BigQuery Federated Queries with Oracle

Javier Garcia Puga
Google Cloud - Community
7 min readJun 14, 2024

BigQuery is a powerful tool for analyzing large datasets, but what if your data is stored in external sources like Oracle databases? While data migration or replication tools are often the go-to solutions, BigQuery’s federated queries offer an alternative when these options aren’t possible.

While BigQuery doesn’t natively support direct federation with Oracle databases, there’s a workaround we can leverage.
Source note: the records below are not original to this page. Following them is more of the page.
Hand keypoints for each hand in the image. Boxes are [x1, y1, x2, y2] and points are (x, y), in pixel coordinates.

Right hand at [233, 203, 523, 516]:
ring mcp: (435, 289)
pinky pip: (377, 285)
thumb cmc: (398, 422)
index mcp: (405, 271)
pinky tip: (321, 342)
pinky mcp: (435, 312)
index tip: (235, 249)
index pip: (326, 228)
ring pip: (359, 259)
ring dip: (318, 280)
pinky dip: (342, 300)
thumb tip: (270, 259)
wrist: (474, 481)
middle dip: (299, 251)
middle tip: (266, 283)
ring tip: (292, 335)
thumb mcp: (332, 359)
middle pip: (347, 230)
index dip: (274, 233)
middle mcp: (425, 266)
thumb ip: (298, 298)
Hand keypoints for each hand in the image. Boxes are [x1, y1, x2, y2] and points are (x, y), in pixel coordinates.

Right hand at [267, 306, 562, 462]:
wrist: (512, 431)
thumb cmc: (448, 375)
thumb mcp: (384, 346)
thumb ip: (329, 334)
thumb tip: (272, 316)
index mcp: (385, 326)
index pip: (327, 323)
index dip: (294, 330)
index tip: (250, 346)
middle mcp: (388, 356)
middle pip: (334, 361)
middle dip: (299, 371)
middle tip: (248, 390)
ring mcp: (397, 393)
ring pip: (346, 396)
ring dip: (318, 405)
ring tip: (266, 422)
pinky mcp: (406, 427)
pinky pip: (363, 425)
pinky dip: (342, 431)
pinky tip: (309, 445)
By combining the power of Cloud SQL PostgreSQL and the oracle_fdw extension, we can unlock seamless access to your Oracle data directly within BigQuery.

In the following sections of this article, we’ll walk you through this solution step by step, demystifying the process and empowering you to tap into the full potential of your Oracle data within the BigQuery ecosystem.
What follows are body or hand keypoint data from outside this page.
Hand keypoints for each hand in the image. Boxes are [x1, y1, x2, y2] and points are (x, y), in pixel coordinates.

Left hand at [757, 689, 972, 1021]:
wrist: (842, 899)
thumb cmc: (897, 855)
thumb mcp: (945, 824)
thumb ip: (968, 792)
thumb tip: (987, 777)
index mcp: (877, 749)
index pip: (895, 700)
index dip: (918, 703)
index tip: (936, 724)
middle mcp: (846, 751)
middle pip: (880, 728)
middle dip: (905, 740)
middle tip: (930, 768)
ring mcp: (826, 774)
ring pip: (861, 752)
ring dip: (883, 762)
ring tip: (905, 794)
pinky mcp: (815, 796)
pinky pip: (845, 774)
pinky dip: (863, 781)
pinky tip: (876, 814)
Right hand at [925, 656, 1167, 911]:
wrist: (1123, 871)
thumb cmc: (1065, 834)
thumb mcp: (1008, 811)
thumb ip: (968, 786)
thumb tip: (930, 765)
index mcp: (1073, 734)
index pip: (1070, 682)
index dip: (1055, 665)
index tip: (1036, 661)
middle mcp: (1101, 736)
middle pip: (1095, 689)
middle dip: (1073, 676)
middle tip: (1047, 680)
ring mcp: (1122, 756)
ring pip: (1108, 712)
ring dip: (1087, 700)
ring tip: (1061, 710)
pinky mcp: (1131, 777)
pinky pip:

Understanding BigQuery Federation

BigQuery federated queries is a mechanism that allows you to query data residing in external databases without the need to physically move the data into BigQuery. This is achieved by sending query statements to the external database and retrieving the results as a temporary table within BigQuery.
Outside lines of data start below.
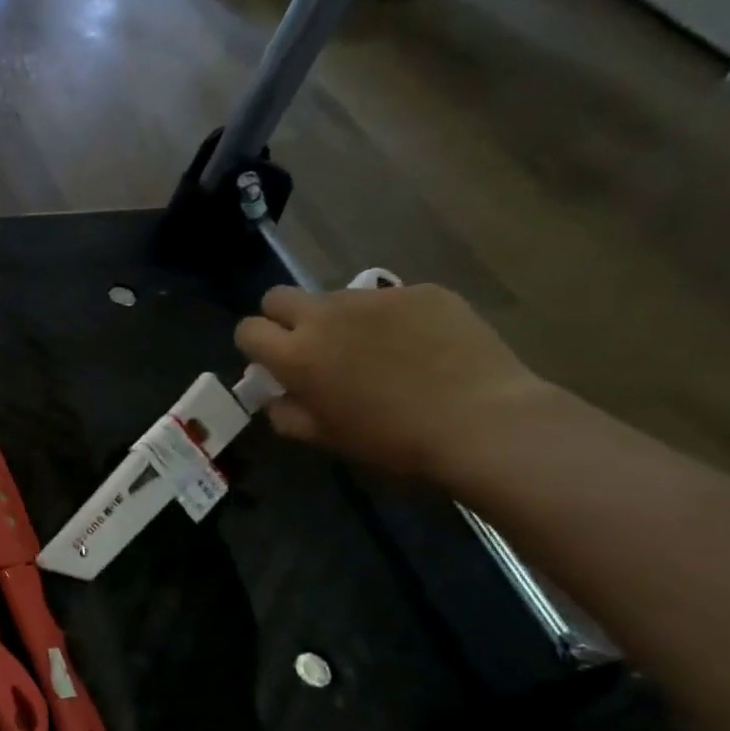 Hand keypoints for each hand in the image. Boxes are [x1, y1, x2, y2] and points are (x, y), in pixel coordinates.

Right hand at [234, 283, 555, 479]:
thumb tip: (276, 395)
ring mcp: (374, 299)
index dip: (255, 345)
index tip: (272, 363)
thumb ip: (285, 412)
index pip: (247, 329)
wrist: (482, 422)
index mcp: (295, 354)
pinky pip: (388, 300)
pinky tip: (418, 346)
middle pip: (279, 297)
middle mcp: (325, 316)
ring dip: (339, 319)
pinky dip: (390, 319)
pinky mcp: (421, 291)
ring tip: (374, 349)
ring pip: (335, 297)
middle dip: (283, 317)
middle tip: (310, 346)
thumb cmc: (391, 439)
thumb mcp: (323, 437) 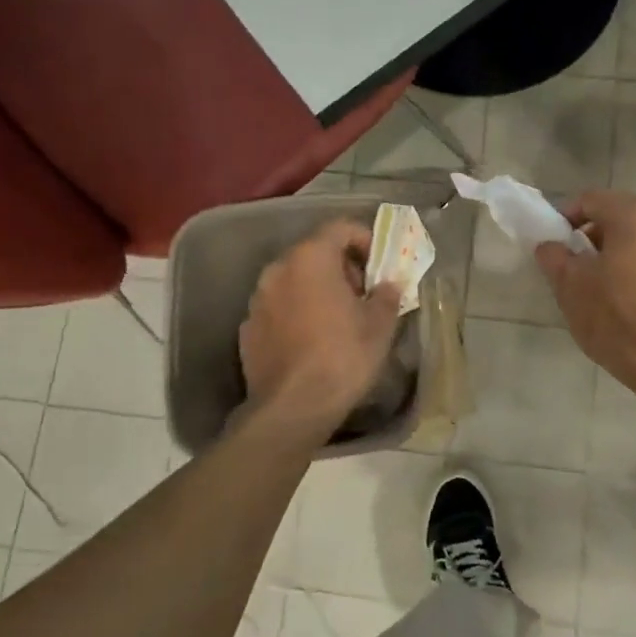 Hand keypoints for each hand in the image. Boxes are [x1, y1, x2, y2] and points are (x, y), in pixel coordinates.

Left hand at [239, 219, 402, 434]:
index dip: (365, 239)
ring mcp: (257, 299)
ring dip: (317, 290)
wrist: (292, 408)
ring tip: (338, 319)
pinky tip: (311, 340)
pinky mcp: (247, 328)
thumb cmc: (343, 356)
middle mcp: (278, 269)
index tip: (379, 264)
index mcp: (310, 258)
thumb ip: (387, 294)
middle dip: (341, 267)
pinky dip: (296, 313)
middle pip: (314, 252)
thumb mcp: (380, 325)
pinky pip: (278, 308)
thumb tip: (388, 284)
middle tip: (363, 294)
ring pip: (294, 280)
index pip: (340, 227)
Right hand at [535, 191, 635, 393]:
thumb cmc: (617, 319)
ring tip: (598, 278)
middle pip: (619, 212)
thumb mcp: (571, 287)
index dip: (566, 216)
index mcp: (634, 215)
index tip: (553, 242)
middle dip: (593, 231)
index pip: (591, 199)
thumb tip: (550, 245)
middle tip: (574, 260)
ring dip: (616, 246)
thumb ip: (554, 257)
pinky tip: (625, 290) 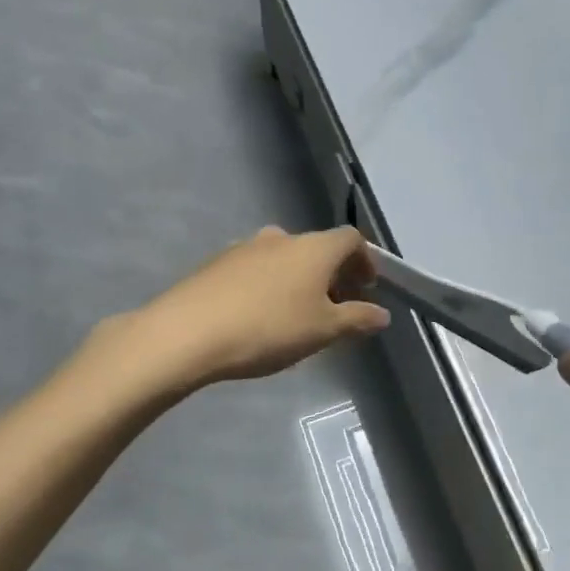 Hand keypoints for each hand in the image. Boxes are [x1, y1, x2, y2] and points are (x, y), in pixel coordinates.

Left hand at [129, 226, 390, 387]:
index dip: (364, 260)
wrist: (187, 332)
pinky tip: (260, 315)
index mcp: (314, 248)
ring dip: (299, 279)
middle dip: (332, 274)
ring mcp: (245, 247)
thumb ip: (356, 320)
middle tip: (336, 306)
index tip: (366, 287)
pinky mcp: (216, 263)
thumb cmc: (269, 328)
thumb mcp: (322, 331)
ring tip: (298, 313)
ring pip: (284, 257)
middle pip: (317, 248)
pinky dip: (269, 284)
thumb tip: (382, 314)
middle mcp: (282, 238)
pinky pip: (256, 268)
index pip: (351, 239) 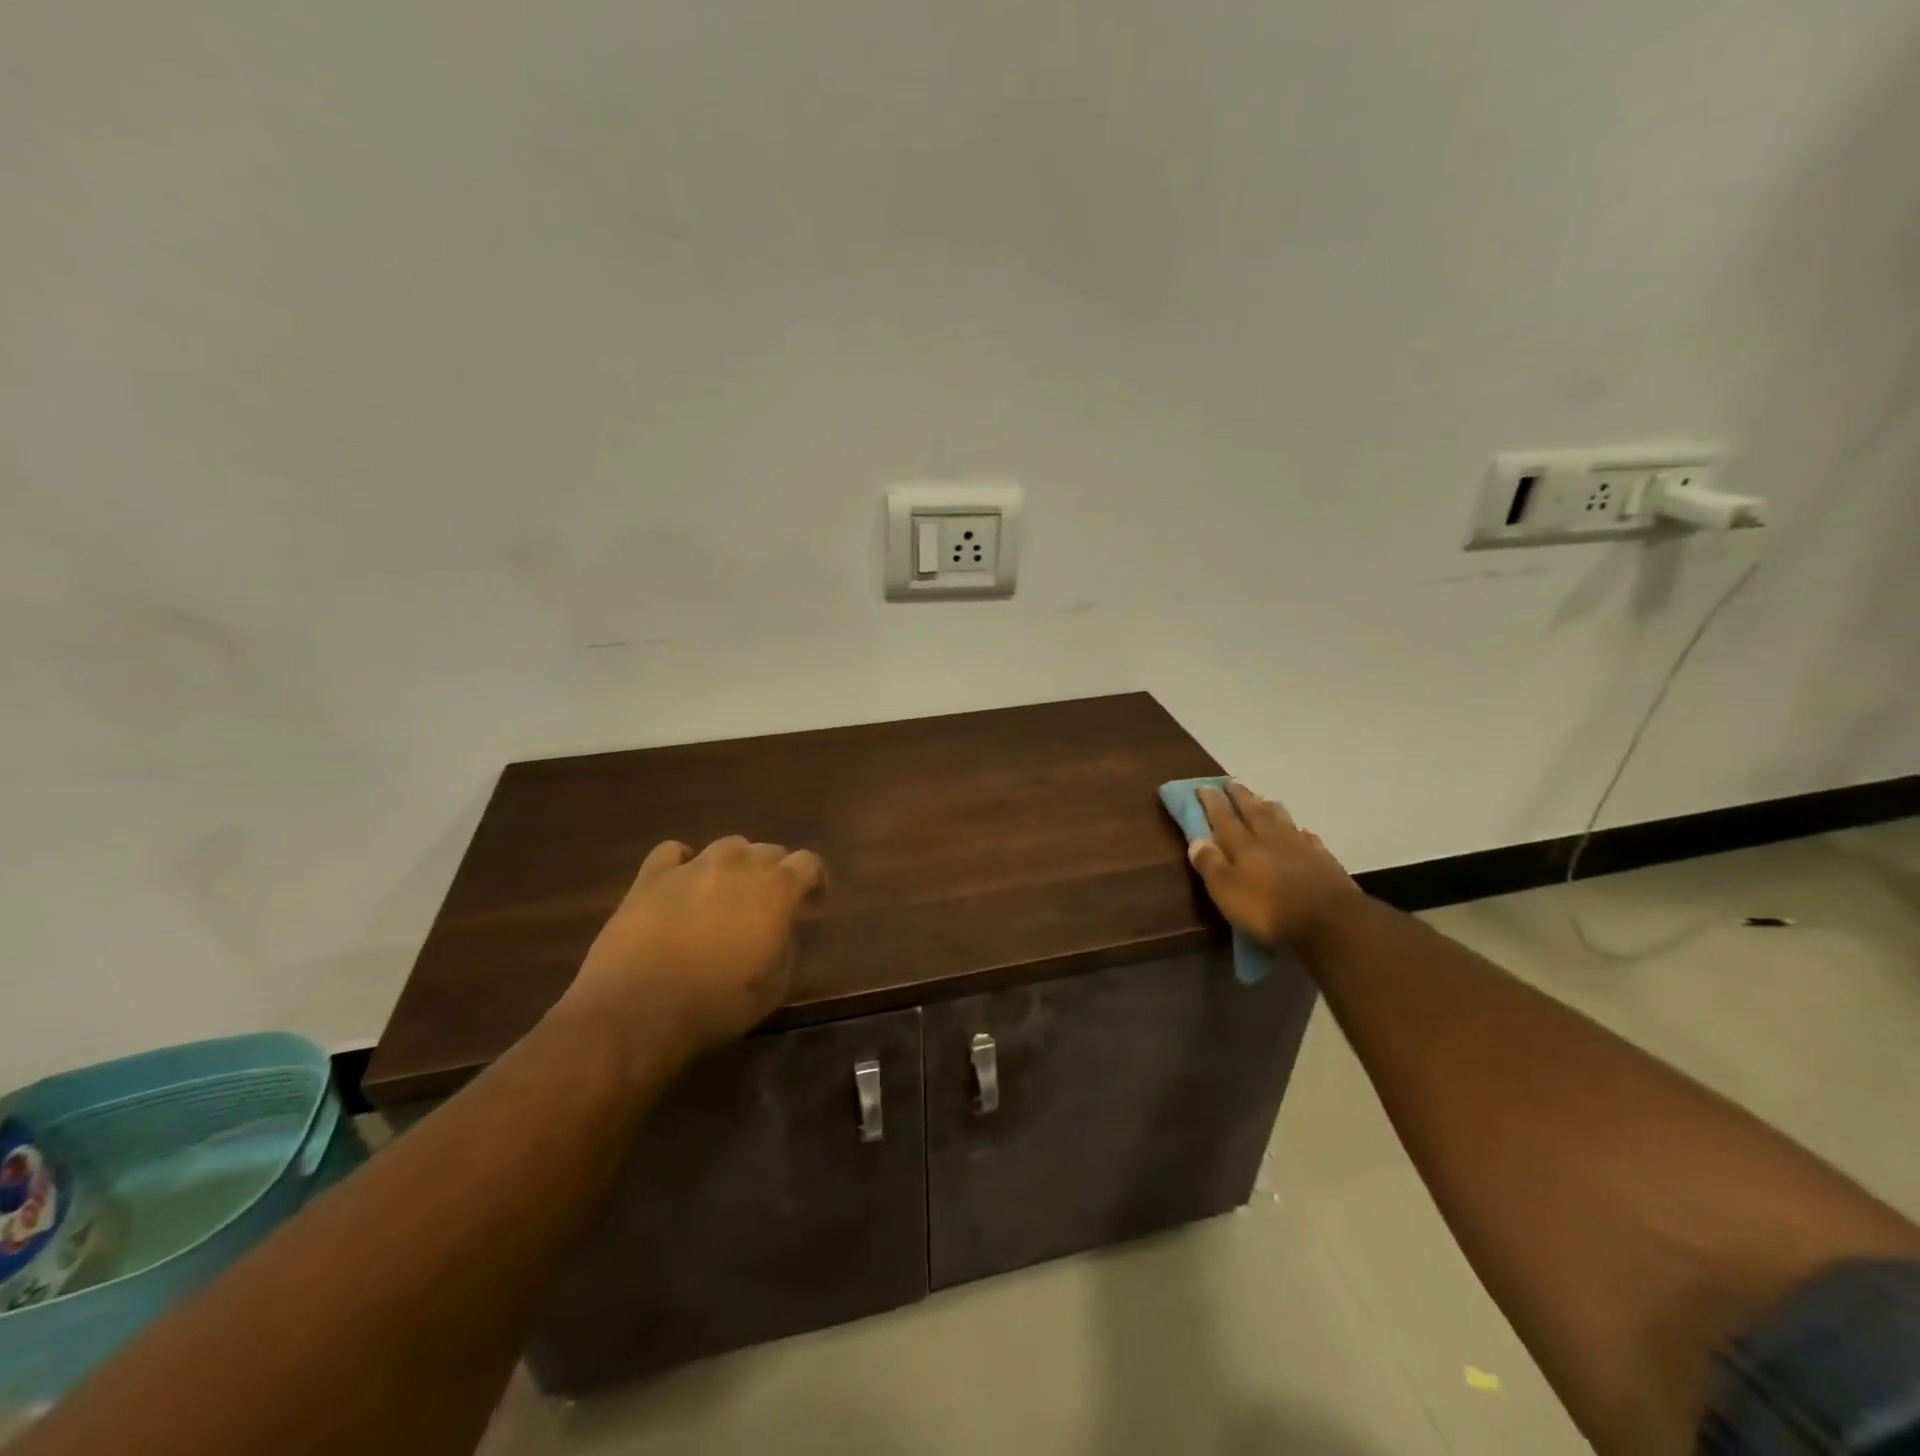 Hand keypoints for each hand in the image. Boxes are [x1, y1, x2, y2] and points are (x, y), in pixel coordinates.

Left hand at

Advantages of BigQuery federated queries

  • No Data Movement: Eliminates the need to transfer data, saving time and resources.
  • Real-Time Access: Enables querying data from Cloud SQL (PostgreSQL and MySQL 2nd generation) and other data sources in real time.
  • Diverse Data Source Integration: Combines data from various sources, including Cloud SQL tables, BigQuery tables, and external files.

Drawbacks and Limitations

  • Performance Considerations: Federated queries might be slower compared to querying data solely within BigQuery. The performance depends on the external database’s optimization for analytical queries.
  • Read-Only Operations: Federated queries support only read operations; DML or DDL statements are not allowed.
  • Unsupported Data Types: Queries fail if the external data source contains unsupported data types in BigQuery. Casting to supported types might be necessary.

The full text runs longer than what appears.